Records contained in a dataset
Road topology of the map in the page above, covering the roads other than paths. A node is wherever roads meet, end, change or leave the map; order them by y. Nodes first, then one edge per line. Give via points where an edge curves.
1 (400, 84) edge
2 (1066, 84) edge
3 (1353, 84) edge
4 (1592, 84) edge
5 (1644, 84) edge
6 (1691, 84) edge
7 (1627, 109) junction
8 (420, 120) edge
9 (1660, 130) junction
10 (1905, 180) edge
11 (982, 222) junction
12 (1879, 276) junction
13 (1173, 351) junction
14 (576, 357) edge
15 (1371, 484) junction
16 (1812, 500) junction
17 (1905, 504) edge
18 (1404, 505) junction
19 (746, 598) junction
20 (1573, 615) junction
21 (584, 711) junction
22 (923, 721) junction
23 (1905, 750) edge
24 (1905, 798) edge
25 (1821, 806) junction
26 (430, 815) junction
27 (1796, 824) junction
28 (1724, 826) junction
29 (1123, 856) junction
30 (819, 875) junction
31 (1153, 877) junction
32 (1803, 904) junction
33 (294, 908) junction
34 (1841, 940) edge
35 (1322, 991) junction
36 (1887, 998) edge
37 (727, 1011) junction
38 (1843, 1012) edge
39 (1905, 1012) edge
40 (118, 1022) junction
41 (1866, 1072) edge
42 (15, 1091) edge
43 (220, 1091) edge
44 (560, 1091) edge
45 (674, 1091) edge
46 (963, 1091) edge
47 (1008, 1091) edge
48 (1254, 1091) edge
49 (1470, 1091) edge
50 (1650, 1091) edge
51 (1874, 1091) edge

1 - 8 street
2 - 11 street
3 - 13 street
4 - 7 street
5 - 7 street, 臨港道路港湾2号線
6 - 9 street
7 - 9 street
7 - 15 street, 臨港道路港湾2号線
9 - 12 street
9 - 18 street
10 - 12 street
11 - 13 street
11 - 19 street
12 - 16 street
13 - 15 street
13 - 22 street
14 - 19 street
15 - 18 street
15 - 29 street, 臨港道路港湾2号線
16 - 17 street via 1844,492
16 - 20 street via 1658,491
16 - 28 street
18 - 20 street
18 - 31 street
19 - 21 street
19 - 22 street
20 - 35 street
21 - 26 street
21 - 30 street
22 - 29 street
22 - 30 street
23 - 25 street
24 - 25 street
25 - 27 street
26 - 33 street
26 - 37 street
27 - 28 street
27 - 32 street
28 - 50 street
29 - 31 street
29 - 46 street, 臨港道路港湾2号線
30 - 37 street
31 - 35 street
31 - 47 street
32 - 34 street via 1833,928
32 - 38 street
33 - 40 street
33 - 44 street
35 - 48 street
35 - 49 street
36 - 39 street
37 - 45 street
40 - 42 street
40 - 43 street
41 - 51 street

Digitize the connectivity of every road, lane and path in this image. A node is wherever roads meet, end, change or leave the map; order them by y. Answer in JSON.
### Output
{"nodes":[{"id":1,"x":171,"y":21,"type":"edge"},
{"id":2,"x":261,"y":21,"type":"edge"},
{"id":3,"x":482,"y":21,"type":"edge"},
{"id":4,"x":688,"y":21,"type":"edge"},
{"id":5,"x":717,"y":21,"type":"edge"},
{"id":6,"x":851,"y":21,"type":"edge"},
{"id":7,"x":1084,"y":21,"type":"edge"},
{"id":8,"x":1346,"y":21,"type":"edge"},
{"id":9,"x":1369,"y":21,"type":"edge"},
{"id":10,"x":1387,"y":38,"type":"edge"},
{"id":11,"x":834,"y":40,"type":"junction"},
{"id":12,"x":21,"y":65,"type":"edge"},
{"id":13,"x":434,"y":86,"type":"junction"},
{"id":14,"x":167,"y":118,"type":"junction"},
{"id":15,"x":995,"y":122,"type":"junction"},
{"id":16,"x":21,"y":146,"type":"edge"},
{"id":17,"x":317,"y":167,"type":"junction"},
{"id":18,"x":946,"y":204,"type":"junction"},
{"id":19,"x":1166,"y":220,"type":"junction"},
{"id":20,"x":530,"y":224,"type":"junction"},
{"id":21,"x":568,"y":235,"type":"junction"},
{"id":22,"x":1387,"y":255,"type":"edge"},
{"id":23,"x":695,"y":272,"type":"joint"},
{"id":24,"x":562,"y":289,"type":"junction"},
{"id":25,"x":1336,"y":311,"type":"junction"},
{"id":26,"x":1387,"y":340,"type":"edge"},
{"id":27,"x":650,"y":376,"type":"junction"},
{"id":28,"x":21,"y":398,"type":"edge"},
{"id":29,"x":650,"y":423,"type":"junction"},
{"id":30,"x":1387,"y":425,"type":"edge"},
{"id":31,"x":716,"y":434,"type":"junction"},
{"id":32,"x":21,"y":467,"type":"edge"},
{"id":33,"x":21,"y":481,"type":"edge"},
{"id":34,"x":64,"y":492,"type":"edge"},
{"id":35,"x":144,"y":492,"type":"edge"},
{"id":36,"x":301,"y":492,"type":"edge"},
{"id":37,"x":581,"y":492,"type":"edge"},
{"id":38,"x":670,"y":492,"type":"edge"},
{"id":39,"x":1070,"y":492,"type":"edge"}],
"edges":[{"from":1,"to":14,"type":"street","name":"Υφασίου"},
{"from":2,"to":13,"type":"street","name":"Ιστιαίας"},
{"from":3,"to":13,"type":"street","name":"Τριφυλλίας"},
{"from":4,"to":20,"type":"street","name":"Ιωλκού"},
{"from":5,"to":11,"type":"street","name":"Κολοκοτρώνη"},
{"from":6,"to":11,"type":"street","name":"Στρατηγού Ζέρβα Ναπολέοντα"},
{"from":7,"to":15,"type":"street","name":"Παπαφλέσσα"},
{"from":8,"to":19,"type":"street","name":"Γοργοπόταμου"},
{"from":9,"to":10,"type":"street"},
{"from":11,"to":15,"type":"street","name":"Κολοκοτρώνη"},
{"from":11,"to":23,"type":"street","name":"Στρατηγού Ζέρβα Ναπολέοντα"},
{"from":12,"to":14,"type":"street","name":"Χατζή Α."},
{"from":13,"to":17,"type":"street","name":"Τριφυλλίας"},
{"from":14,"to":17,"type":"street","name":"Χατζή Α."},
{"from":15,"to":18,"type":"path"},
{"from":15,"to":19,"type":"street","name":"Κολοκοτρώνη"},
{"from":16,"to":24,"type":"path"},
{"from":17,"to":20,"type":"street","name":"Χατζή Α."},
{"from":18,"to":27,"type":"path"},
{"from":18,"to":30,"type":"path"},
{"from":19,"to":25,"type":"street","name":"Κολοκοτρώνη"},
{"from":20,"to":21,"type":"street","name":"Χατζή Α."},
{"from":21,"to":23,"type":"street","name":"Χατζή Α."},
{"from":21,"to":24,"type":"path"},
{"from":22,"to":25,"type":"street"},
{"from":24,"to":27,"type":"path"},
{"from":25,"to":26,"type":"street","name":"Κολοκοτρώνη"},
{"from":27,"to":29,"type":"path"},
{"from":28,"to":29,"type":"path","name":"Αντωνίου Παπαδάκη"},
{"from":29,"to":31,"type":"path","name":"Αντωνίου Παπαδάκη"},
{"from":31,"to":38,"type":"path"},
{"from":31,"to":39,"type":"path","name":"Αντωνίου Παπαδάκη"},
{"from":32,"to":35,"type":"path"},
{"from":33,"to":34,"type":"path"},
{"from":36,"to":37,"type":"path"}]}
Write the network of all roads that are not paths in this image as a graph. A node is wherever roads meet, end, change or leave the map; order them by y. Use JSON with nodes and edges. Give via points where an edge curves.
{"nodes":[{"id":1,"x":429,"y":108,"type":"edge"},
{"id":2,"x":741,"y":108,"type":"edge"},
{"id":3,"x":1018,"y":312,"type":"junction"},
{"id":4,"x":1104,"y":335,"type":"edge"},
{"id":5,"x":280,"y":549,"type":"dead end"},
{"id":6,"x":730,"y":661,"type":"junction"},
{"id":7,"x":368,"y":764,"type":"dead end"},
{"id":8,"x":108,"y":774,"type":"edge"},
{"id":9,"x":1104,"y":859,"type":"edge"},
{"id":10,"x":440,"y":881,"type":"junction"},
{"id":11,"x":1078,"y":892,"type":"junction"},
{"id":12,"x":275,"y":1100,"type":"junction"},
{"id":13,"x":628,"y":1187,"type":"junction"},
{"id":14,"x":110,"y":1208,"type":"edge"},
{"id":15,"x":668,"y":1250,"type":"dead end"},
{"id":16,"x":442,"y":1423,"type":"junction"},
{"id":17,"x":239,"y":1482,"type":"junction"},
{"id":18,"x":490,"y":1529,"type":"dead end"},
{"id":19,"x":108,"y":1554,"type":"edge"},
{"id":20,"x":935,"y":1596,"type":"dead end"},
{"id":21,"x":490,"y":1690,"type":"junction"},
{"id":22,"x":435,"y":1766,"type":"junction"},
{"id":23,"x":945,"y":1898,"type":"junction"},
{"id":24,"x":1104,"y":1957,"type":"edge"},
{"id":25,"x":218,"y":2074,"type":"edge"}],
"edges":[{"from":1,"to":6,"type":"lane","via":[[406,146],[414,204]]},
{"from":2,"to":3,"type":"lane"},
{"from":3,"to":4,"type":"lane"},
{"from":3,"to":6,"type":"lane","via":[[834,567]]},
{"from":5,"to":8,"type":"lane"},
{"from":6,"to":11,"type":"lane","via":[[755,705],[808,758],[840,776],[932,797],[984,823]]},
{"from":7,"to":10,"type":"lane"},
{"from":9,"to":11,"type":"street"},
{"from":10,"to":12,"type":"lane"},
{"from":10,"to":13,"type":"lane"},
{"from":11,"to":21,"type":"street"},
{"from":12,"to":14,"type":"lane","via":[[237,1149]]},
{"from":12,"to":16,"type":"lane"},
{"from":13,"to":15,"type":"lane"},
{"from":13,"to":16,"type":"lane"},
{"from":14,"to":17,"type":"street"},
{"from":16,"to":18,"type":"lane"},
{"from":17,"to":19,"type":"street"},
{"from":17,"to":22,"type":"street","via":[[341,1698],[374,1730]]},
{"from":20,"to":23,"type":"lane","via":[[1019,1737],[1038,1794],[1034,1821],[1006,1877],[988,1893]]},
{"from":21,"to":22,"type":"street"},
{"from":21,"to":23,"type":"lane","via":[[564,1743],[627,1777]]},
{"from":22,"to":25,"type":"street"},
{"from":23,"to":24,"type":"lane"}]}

** TASK INSTRUCTIONS **
Search the entries for the word "Χατζή". Copy each line where it appears.

** RESULT OF THIS EXERCISE **
{"from":12,"to":14,"type":"street","name":"Χατζή Α."},
{"from":14,"to":17,"type":"street","name":"Χατζή Α."},
{"from":17,"to":20,"type":"street","name":"Χατζή Α."},
{"from":20,"to":21,"type":"street","name":"Χατζή Α."},
{"from":21,"to":23,"type":"street","name":"Χατζή Α."},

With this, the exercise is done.